_Description of the task_
Your copy of the data should match it exactly, except that the pictures are gone.

_Material to process_
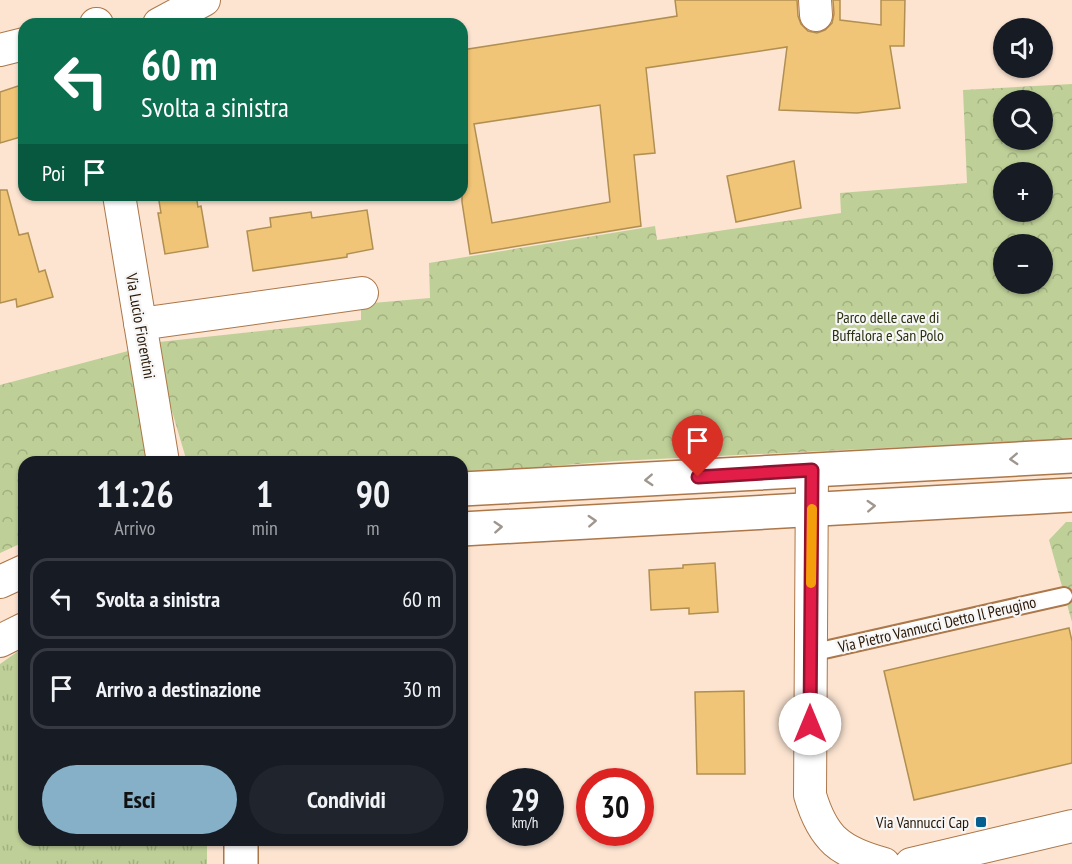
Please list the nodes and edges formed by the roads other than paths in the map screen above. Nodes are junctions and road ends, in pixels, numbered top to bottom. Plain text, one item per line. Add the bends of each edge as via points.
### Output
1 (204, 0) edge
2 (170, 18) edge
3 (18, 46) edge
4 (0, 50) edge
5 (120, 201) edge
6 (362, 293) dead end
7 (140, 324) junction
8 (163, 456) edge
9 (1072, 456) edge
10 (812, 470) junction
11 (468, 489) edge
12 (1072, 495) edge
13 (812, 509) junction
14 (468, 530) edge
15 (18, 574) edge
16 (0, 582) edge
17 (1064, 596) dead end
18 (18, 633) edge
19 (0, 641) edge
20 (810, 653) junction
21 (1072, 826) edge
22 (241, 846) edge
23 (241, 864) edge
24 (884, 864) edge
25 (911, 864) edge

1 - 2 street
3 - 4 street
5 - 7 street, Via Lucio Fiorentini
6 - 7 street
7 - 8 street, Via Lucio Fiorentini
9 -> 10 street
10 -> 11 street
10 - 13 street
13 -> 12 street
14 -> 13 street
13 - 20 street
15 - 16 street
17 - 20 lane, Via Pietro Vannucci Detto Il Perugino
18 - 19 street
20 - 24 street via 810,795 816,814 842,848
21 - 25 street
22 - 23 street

_Answer space_
Please list the nodes and edges formed by the roads other than paths in the map screen above. Nodes are junctions and road ends, in pixels, numbered top to bottom. Plain text, one item per line. Add the bends of each edge as via points.
### Output
1 (204, 0) edge
2 (170, 18) edge
3 (18, 46) edge
4 (0, 50) edge
5 (120, 201) edge
6 (362, 293) dead end
7 (140, 324) junction
8 (163, 456) edge
9 (1072, 456) edge
10 (812, 470) junction
11 (468, 489) edge
12 (1072, 495) edge
13 (812, 509) junction
14 (468, 530) edge
15 (18, 574) edge
16 (0, 582) edge
17 (1064, 596) dead end
18 (18, 633) edge
19 (0, 641) edge
20 (810, 653) junction
21 (1072, 826) edge
22 (241, 846) edge
23 (241, 864) edge
24 (884, 864) edge
25 (911, 864) edge

1 - 2 street
3 - 4 street
5 - 7 street, Via Lucio Fiorentini
6 - 7 street
7 - 8 street, Via Lucio Fiorentini
9 -> 10 street
10 -> 11 street
10 - 13 street
13 -> 12 street
14 -> 13 street
13 - 20 street
15 - 16 street
17 - 20 lane, Via Pietro Vannucci Detto Il Perugino
18 - 19 street
20 - 24 street via 810,795 816,814 842,848
21 - 25 street
22 - 23 street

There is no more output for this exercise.